Have you ever noticed that when a weed is pulled from the garden, it seems as if two more grow in its place? Most weeds are not only extremely hardy and competitive, but they also produce profuse amounts of seed that sprout up year after year. Weed seeds may remain dormant in the soil for several seasons before germinating, and it is therefore vital to eliminate weeds before they are allowed to produce seeds.

Mulch is a great weed suppressor and is readily available from most garden centers in the form of wood chips, shredded bark, pea gravel or chopped leaves. Applied after weed removal (sorry, not before!), mulch will create a clean, attractive appearance and help repel encroaching weeds from your garden beds. It will also suppress further weed seed germination by blocking light from reaching the soil.

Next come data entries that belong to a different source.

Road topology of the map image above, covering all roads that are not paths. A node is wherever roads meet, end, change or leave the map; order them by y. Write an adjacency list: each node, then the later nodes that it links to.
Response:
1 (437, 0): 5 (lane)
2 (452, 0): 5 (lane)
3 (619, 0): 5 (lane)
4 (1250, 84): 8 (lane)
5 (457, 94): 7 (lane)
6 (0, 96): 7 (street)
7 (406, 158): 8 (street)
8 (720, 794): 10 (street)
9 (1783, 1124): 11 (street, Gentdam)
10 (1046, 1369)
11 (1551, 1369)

A two to three-inch layer of mulch is usually sufficient to suppress weed growth, but if you have particularly persistent weeds a four-inch thick layer may be required. Ensure that the mulch does not come in direct contact with the stems or trunks of your plants as slugs, moles and other small plant-eating creatures may lurk there.

In the veggie patch, planting intensively (see the photo above of some baby greens) is a great weed suppressor! In fact, in our 2000 sq foot kitchen garden, weeds are rarely a problem (knock on wood!) If I notice something sprouting up as I'm picking a salad for supper, I pluck it out immediately! Grassy weeds are my biggest problem in the veggies - but the fact that my hubby stands on the nearby lawn, tossing grass seed into the air to thicken up 'his lawn' might have something to do with it..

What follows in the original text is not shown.